A virtual private network (VPN) favoured by cyber criminals to mask data exfiltration, fraud ransomware attacks and other criminality has been dismantled in Operation Saffron, a Franco-Dutch led action supported by Europol and other agencies, including the UK’s National Crime Agency (NCA), and private sector partner Bitdefender.
The First VPN service was heavily used among Russian-speaking threat actors, and according to Europol, was used in “almost every” major cyber investigation it has undertaken in the past few years. Besides obscuring malicious traffic from law enforcement surveillance, First VPN’s operators are also known to have offered services such as anonymised payments and hidden infrastructure.
“For years, cyber criminals saw this VPN service as a gateway to anonymity. They believed it would keep them beyond the reach of law enforcement. This operation proves them wrong. Taking it offline removes a critical layer of protection that criminals depended on to operate, communicate and evade law enforcement,” said Edvardas Šileris, head of the European Cybercrime Centre at Europol.
A spokesperson for Bitdefender added: “We are extremely pleased with the successful takedown of First VPN, and congratulate global law enforcement, and all those involved.
“Operation Saffron exemplifies the power of collaboration between the public and private security sector in dismantling illegal online activities, in this case, a VPN service designed to conceal attacks. It also serves a message to criminals who believe the dark web covers their actions and guarantees their anonymity. If they become the target of an international effort, they can’t hide.”
Operation Saffron marks the first time Bitdefender Labs’ virtual Draco Team unit has worked on a counter-VPN action, having previously been involved in a number of other operations including stings on the Hansa dark web marketplace, 2024’s Operation Endgame targeting botnets, and actions against ransomware gangs including GandCrab and its successor REvil.
Multi-year operation
The takedown operation itself – which took place on 19 and 20 May – saw First VPN’s administrator arrested and interviewed, and their home in Ukraine searched, 33 servers dismantled, and wider infrastructure disrupted. Multiple domain names have been shut down and seized, including 1vpns.com, 1vpns.net, 1vpns.org, and some associated Onion domains.

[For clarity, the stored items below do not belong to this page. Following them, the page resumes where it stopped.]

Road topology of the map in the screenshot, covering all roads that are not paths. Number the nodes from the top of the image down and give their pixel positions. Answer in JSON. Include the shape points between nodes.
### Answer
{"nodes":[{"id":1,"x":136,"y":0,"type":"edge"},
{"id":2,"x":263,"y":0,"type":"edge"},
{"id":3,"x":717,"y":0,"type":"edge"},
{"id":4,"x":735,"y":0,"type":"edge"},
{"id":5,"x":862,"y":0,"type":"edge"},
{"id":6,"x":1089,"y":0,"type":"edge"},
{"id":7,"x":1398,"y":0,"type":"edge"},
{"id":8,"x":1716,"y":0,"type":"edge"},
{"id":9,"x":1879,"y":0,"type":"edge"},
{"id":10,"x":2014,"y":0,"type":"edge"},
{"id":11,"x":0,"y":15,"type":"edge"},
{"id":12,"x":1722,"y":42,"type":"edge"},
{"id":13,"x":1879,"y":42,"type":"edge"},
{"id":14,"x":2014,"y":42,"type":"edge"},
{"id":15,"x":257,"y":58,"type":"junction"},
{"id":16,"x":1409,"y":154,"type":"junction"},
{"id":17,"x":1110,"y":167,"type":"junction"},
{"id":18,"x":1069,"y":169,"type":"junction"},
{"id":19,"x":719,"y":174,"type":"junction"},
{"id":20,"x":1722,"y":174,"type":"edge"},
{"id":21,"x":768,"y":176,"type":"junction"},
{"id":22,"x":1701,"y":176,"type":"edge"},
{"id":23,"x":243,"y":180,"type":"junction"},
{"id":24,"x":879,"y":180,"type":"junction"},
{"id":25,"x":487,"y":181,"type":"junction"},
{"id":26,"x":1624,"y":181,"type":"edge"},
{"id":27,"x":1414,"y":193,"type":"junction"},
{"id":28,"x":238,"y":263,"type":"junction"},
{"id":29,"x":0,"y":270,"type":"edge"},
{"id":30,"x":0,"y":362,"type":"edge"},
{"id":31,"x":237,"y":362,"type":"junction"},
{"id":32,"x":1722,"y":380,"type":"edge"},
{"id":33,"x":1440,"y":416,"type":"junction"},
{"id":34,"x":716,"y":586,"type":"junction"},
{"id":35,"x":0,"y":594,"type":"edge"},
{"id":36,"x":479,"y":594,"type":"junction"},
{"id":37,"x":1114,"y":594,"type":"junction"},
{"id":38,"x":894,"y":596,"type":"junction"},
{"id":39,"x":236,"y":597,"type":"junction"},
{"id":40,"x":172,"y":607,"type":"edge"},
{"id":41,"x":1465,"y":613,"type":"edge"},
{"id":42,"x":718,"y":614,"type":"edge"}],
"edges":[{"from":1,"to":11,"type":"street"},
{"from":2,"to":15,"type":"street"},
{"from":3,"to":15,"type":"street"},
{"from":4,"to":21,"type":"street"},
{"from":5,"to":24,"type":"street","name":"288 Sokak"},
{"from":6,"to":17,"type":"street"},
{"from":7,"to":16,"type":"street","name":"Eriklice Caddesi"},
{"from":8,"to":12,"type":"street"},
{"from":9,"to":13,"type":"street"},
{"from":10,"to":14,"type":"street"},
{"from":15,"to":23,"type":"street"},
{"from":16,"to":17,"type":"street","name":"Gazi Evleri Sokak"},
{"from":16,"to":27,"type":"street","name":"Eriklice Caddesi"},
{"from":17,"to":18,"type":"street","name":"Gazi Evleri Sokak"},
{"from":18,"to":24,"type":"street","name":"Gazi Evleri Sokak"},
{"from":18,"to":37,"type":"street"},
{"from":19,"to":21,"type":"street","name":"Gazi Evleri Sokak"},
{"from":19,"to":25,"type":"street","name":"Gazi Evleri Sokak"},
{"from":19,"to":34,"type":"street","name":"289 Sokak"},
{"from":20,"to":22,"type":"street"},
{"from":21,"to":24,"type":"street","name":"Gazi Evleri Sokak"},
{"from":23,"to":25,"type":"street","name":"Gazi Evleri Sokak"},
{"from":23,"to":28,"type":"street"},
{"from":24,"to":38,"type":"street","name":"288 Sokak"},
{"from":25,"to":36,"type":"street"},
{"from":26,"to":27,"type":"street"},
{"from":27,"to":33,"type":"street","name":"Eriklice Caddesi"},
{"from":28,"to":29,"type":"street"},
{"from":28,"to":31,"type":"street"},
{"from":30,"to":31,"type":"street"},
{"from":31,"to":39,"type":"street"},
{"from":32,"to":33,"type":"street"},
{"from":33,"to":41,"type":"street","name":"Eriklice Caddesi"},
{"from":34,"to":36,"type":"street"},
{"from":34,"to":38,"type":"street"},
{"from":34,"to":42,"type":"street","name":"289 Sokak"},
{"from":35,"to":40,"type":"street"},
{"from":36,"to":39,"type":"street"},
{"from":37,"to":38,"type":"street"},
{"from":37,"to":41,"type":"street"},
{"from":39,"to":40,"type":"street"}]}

These actions marked the culmination of a four-and-a-half year investigation dating back to December 2021. During the course of this work, investigators were able to gain access to the First VPN service, obtain a copy its user database, and identify the VPN connections used specifically by cyber criminals.
This trove of intelligence has both exposed individual users linked to cyber criminality, and generated operational leads connected to past cyber attacks and other digital offences.
Indeed, Europol’s coordinating Operational Taskforce (OTF) has already disseminated over 80 intelligence packages worldwide and identified 506 known First VPN users. The EU agency said it has already been able to support 21 other investigations thanks to this work.
Industry reaction
Responding to the takedown, John Watters, CEO of iCounter – a threat intelligence platform, said: “This case demonstrates that cyber crime is ultimately an ecosystem problem, not just a malware problem. The infrastructure layer that supports ransomware and fraud operations has become highly commercialised, with threat actors relying on shared services that promise anonymity, resiliency, and protection from law enforcement scrutiny.
“When investigators successfully penetrate those ecosystems, they gain an opportunity to map relationships, operational dependencies, and repeat offender activity across multiple criminal campaigns simultaneously. The operationalisation of that intelligence is critical because it allows defenders and governments to move beyond reactive incident response and toward proactive disruption of adversary infrastructure.
Watters added: “These services are often some of the limited ways that law enforcement can impact threat actors who are in countries outside their reach. We should expect continued pressure on the enabling services that underpin cybercrime economies globally.”
“Targeting not only individual criminals and groups but also their infrastructure is becoming one of the most vital fronts in the international battle against cyber crime,” said CybaVerse head of penetration testing, Michael Jepson.
“Services like First VPN, alongside similar criminal-friendly VPNs and hosting providers, give threat actors the fundamental scaffolding to launch attacks. These services are often difficult to target because they resist legal complaints and court orders, and typically operate from permissive jurisdictions that rarely cooperate with foreign law enforcement.
“Pursuing individual criminals and groups becomes far harder when their activity is obfuscated and protected by these services,” added Jepson, “[so] shutting down these illicit hosts and VPNs is effective because it disrupts entire networks, and creates a knock-on effect where further criminal groups are disrupted as threat actors have to migrate their operations and reorient in the face of potential exposure.”